■ GOAL OF THE EXERCISE
Which of the lines below contain the string "from"? Pull each one out of the data.

■ PROVIDED MATERIAL

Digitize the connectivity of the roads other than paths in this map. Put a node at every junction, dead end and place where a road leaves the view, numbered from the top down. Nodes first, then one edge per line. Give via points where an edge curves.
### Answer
* * *
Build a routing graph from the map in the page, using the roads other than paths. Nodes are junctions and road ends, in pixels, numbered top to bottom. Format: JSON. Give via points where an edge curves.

■ YOUR RESPONSE
Digitize the connectivity of the roads other than paths in this map. Put a node at every junction, dead end and place where a road leaves the view, numbered from the top down. Nodes first, then one edge per line. Give via points where an edge curves.
Build a routing graph from the map in the page, using the roads other than paths. Nodes are junctions and road ends, in pixels, numbered top to bottom. Format: JSON. Give via points where an edge curves.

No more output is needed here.